--- INSTRUCTIONS FOR THE TASK ---
Transcribe all the entries word for word, skipping the pictures.

§ §

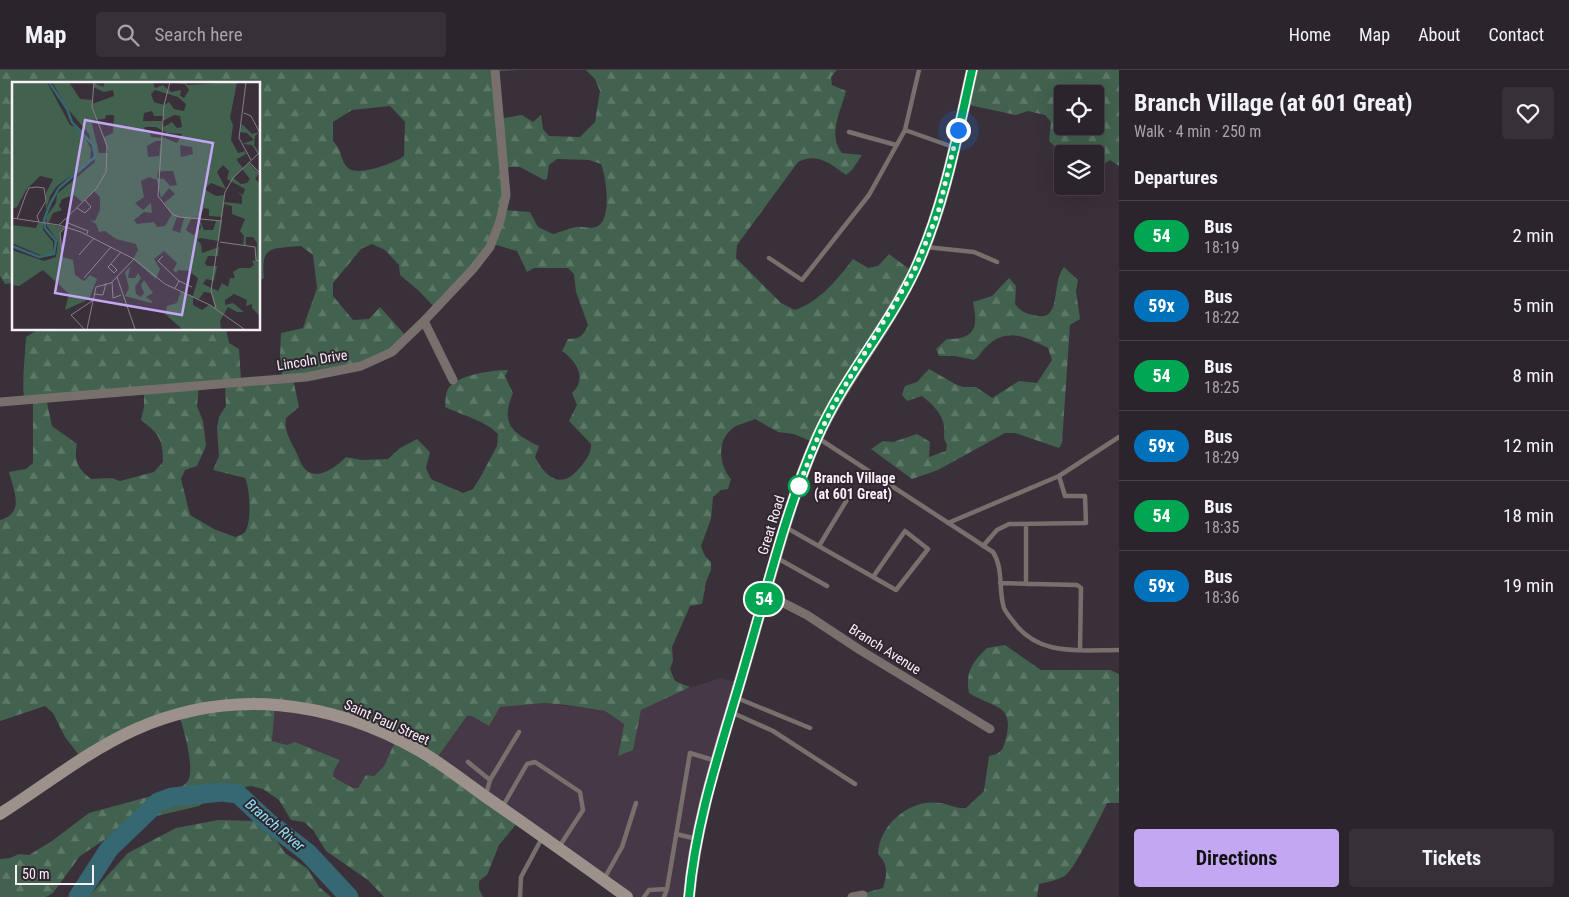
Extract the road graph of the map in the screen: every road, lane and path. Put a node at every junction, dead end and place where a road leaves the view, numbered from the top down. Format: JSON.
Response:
{"nodes":[{"id":1,"x":496,"y":70,"type":"edge"},
{"id":2,"x":919,"y":70,"type":"edge"},
{"id":3,"x":972,"y":70,"type":"edge"},
{"id":4,"x":905,"y":130,"type":"junction"},
{"id":5,"x":849,"y":132,"type":"dead end"},
{"id":6,"x":896,"y":145,"type":"junction"},
{"id":7,"x":954,"y":147,"type":"junction"},
{"id":8,"x":924,"y":247,"type":"junction"},
{"id":9,"x":769,"y":258,"type":"dead end"},
{"id":10,"x":997,"y":262,"type":"dead end"},
{"id":11,"x":424,"y":321,"type":"junction"},
{"id":12,"x":453,"y":380,"type":"dead end"},
{"id":13,"x":0,"y":402,"type":"edge"},
{"id":14,"x":818,"y":437,"type":"junction"},
{"id":15,"x":1119,"y":437,"type":"edge"},
{"id":16,"x":1059,"y":476,"type":"junction"},
{"id":17,"x":848,"y":498,"type":"dead end"},
{"id":18,"x":948,"y":523,"type":"junction"},
{"id":19,"x":1026,"y":524,"type":"junction"},
{"id":20,"x":786,"y":528,"type":"junction"},
{"id":21,"x":819,"y":546,"type":"junction"},
{"id":22,"x":983,"y":546,"type":"junction"},
{"id":23,"x":776,"y":558,"type":"junction"},
{"id":24,"x":873,"y":577,"type":"junction"},
{"id":25,"x":1000,"y":583,"type":"junction"},
{"id":26,"x":1026,"y":584,"type":"junction"},
{"id":27,"x":828,"y":586,"type":"dead end"},
{"id":28,"x":766,"y":594,"type":"junction"},
{"id":29,"x":1080,"y":650,"type":"junction"},
{"id":30,"x":1119,"y":650,"type":"edge"},
{"id":31,"x":736,"y":697,"type":"junction"},
{"id":32,"x":732,"y":712,"type":"junction"},
{"id":33,"x":810,"y":728,"type":"dead end"},
{"id":34,"x":990,"y":729,"type":"dead end"},
{"id":35,"x":518,"y":732,"type":"dead end"},
{"id":36,"x":468,"y":762,"type":"dead end"},
{"id":37,"x":717,"y":762,"type":"junction"},
{"id":38,"x":490,"y":780,"type":"junction"},
{"id":39,"x":854,"y":784,"type":"dead end"},
{"id":40,"x":486,"y":796,"type":"junction"},
{"id":41,"x":636,"y":803,"type":"dead end"},
{"id":42,"x":502,"y":808,"type":"junction"},
{"id":43,"x":0,"y":814,"type":"edge"},
{"id":44,"x":676,"y":834,"type":"junction"},
{"id":45,"x":542,"y":836,"type":"junction"},
{"id":46,"x":698,"y":840,"type":"junction"},
{"id":47,"x":558,"y":848,"type":"junction"},
{"id":48,"x":603,"y":880,"type":"junction"},
{"id":49,"x":667,"y":889,"type":"junction"},
{"id":50,"x":863,"y":895,"type":"dead end"},
{"id":51,"x":520,"y":897,"type":"edge"},
{"id":52,"x":627,"y":897,"type":"edge"},
{"id":53,"x":644,"y":897,"type":"edge"},
{"id":54,"x":664,"y":897,"type":"edge"},
{"id":55,"x":689,"y":897,"type":"edge"},
{"id":56,"x":852,"y":897,"type":"edge"}],
"edges":[{"from":1,"to":11,"type":"street","name":"Lincoln Drive"},
{"from":2,"to":4,"type":"lane"},
{"from":3,"to":7,"type":"main road","name":"Great Road"},
{"from":4,"to":6,"type":"lane"},
{"from":4,"to":7,"type":"lane"},
{"from":5,"to":6,"type":"lane"},
{"from":6,"to":9,"type":"lane"},
{"from":7,"to":8,"type":"main road","name":"Great Road"},
{"from":8,"to":10,"type":"lane"},
{"from":8,"to":14,"type":"main road","name":"Great Road"},
{"from":11,"to":12,"type":"street"},
{"from":11,"to":13,"type":"street","name":"Lincoln Drive"},
{"from":14,"to":18,"type":"lane"},
{"from":14,"to":20,"type":"main road","name":"Great Road"},
{"from":15,"to":16,"type":"lane"},
{"from":16,"to":18,"type":"lane"},
{"from":16,"to":19,"type":"lane"},
{"from":17,"to":21,"type":"lane"},
{"from":18,"to":22,"type":"lane"},
{"from":19,"to":22,"type":"lane"},
{"from":19,"to":26,"type":"lane"},
{"from":20,"to":21,"type":"lane"},
{"from":20,"to":23,"type":"main road","name":"Great Road"},
{"from":21,"to":24,"type":"lane"},
{"from":22,"to":25,"type":"lane"},
{"from":23,"to":27,"type":"lane"},
{"from":23,"to":28,"type":"main road","name":"Great Road"},
{"from":24,"to":24,"type":"lane"},
{"from":25,"to":26,"type":"lane"},
{"from":25,"to":29,"type":"lane"},
{"from":26,"to":29,"type":"lane"},
{"from":28,"to":31,"type":"main road","name":"Great Road"},
{"from":28,"to":34,"type":"street","name":"Branch Avenue"},
{"from":29,"to":30,"type":"lane"},
{"from":31,"to":32,"type":"main road","name":"Great Road"},
{"from":31,"to":33,"type":"lane"},
{"from":32,"to":37,"type":"main road","name":"Great Road"},
{"from":32,"to":39,"type":"lane"},
{"from":35,"to":38,"type":"lane"},
{"from":36,"to":38,"type":"lane"},
{"from":37,"to":44,"type":"lane"},
{"from":37,"to":46,"type":"main road","name":"Great Road"},
{"from":38,"to":40,"type":"lane"},
{"from":40,"to":42,"type":"main road","name":"Saint Paul Street"},
{"from":40,"to":43,"type":"main road","name":"Saint Paul Street"},
{"from":41,"to":48,"type":"lane"},
{"from":42,"to":45,"type":"main road","name":"Saint Paul Street"},
{"from":42,"to":47,"type":"lane"},
{"from":44,"to":46,"type":"lane"},
{"from":44,"to":49,"type":"lane"},
{"from":45,"to":47,"type":"main road","name":"Saint Paul Street"},
{"from":45,"to":51,"type":"lane"},
{"from":46,"to":55,"type":"main road","name":"Great Road"},
{"from":47,"to":48,"type":"main road","name":"Saint Paul Street"},
{"from":48,"to":52,"type":"main road","name":"Saint Paul Street"},
{"from":49,"to":53,"type":"lane"},
{"from":49,"to":54,"type":"lane"},
{"from":50,"to":56,"type":"street"}]}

§ §

--- REPLY ---
Extract the road graph of the map in the screen: every road, lane and path. Put a node at every junction, dead end and place where a road leaves the view, numbered from the top down. Format: JSON.
Response:
{"nodes":[{"id":1,"x":496,"y":70,"type":"edge"},
{"id":2,"x":919,"y":70,"type":"edge"},
{"id":3,"x":972,"y":70,"type":"edge"},
{"id":4,"x":905,"y":130,"type":"junction"},
{"id":5,"x":849,"y":132,"type":"dead end"},
{"id":6,"x":896,"y":145,"type":"junction"},
{"id":7,"x":954,"y":147,"type":"junction"},
{"id":8,"x":924,"y":247,"type":"junction"},
{"id":9,"x":769,"y":258,"type":"dead end"},
{"id":10,"x":997,"y":262,"type":"dead end"},
{"id":11,"x":424,"y":321,"type":"junction"},
{"id":12,"x":453,"y":380,"type":"dead end"},
{"id":13,"x":0,"y":402,"type":"edge"},
{"id":14,"x":818,"y":437,"type":"junction"},
{"id":15,"x":1119,"y":437,"type":"edge"},
{"id":16,"x":1059,"y":476,"type":"junction"},
{"id":17,"x":848,"y":498,"type":"dead end"},
{"id":18,"x":948,"y":523,"type":"junction"},
{"id":19,"x":1026,"y":524,"type":"junction"},
{"id":20,"x":786,"y":528,"type":"junction"},
{"id":21,"x":819,"y":546,"type":"junction"},
{"id":22,"x":983,"y":546,"type":"junction"},
{"id":23,"x":776,"y":558,"type":"junction"},
{"id":24,"x":873,"y":577,"type":"junction"},
{"id":25,"x":1000,"y":583,"type":"junction"},
{"id":26,"x":1026,"y":584,"type":"junction"},
{"id":27,"x":828,"y":586,"type":"dead end"},
{"id":28,"x":766,"y":594,"type":"junction"},
{"id":29,"x":1080,"y":650,"type":"junction"},
{"id":30,"x":1119,"y":650,"type":"edge"},
{"id":31,"x":736,"y":697,"type":"junction"},
{"id":32,"x":732,"y":712,"type":"junction"},
{"id":33,"x":810,"y":728,"type":"dead end"},
{"id":34,"x":990,"y":729,"type":"dead end"},
{"id":35,"x":518,"y":732,"type":"dead end"},
{"id":36,"x":468,"y":762,"type":"dead end"},
{"id":37,"x":717,"y":762,"type":"junction"},
{"id":38,"x":490,"y":780,"type":"junction"},
{"id":39,"x":854,"y":784,"type":"dead end"},
{"id":40,"x":486,"y":796,"type":"junction"},
{"id":41,"x":636,"y":803,"type":"dead end"},
{"id":42,"x":502,"y":808,"type":"junction"},
{"id":43,"x":0,"y":814,"type":"edge"},
{"id":44,"x":676,"y":834,"type":"junction"},
{"id":45,"x":542,"y":836,"type":"junction"},
{"id":46,"x":698,"y":840,"type":"junction"},
{"id":47,"x":558,"y":848,"type":"junction"},
{"id":48,"x":603,"y":880,"type":"junction"},
{"id":49,"x":667,"y":889,"type":"junction"},
{"id":50,"x":863,"y":895,"type":"dead end"},
{"id":51,"x":520,"y":897,"type":"edge"},
{"id":52,"x":627,"y":897,"type":"edge"},
{"id":53,"x":644,"y":897,"type":"edge"},
{"id":54,"x":664,"y":897,"type":"edge"},
{"id":55,"x":689,"y":897,"type":"edge"},
{"id":56,"x":852,"y":897,"type":"edge"}],
"edges":[{"from":1,"to":11,"type":"street","name":"Lincoln Drive"},
{"from":2,"to":4,"type":"lane"},
{"from":3,"to":7,"type":"main road","name":"Great Road"},
{"from":4,"to":6,"type":"lane"},
{"from":4,"to":7,"type":"lane"},
{"from":5,"to":6,"type":"lane"},
{"from":6,"to":9,"type":"lane"},
{"from":7,"to":8,"type":"main road","name":"Great Road"},
{"from":8,"to":10,"type":"lane"},
{"from":8,"to":14,"type":"main road","name":"Great Road"},
{"from":11,"to":12,"type":"street"},
{"from":11,"to":13,"type":"street","name":"Lincoln Drive"},
{"from":14,"to":18,"type":"lane"},
{"from":14,"to":20,"type":"main road","name":"Great Road"},
{"from":15,"to":16,"type":"lane"},
{"from":16,"to":18,"type":"lane"},
{"from":16,"to":19,"type":"lane"},
{"from":17,"to":21,"type":"lane"},
{"from":18,"to":22,"type":"lane"},
{"from":19,"to":22,"type":"lane"},
{"from":19,"to":26,"type":"lane"},
{"from":20,"to":21,"type":"lane"},
{"from":20,"to":23,"type":"main road","name":"Great Road"},
{"from":21,"to":24,"type":"lane"},
{"from":22,"to":25,"type":"lane"},
{"from":23,"to":27,"type":"lane"},
{"from":23,"to":28,"type":"main road","name":"Great Road"},
{"from":24,"to":24,"type":"lane"},
{"from":25,"to":26,"type":"lane"},
{"from":25,"to":29,"type":"lane"},
{"from":26,"to":29,"type":"lane"},
{"from":28,"to":31,"type":"main road","name":"Great Road"},
{"from":28,"to":34,"type":"street","name":"Branch Avenue"},
{"from":29,"to":30,"type":"lane"},
{"from":31,"to":32,"type":"main road","name":"Great Road"},
{"from":31,"to":33,"type":"lane"},
{"from":32,"to":37,"type":"main road","name":"Great Road"},
{"from":32,"to":39,"type":"lane"},
{"from":35,"to":38,"type":"lane"},
{"from":36,"to":38,"type":"lane"},
{"from":37,"to":44,"type":"lane"},
{"from":37,"to":46,"type":"main road","name":"Great Road"},
{"from":38,"to":40,"type":"lane"},
{"from":40,"to":42,"type":"main road","name":"Saint Paul Street"},
{"from":40,"to":43,"type":"main road","name":"Saint Paul Street"},
{"from":41,"to":48,"type":"lane"},
{"from":42,"to":45,"type":"main road","name":"Saint Paul Street"},
{"from":42,"to":47,"type":"lane"},
{"from":44,"to":46,"type":"lane"},
{"from":44,"to":49,"type":"lane"},
{"from":45,"to":47,"type":"main road","name":"Saint Paul Street"},
{"from":45,"to":51,"type":"lane"},
{"from":46,"to":55,"type":"main road","name":"Great Road"},
{"from":47,"to":48,"type":"main road","name":"Saint Paul Street"},
{"from":48,"to":52,"type":"main road","name":"Saint Paul Street"},
{"from":49,"to":53,"type":"lane"},
{"from":49,"to":54,"type":"lane"},
{"from":50,"to":56,"type":"street"}]}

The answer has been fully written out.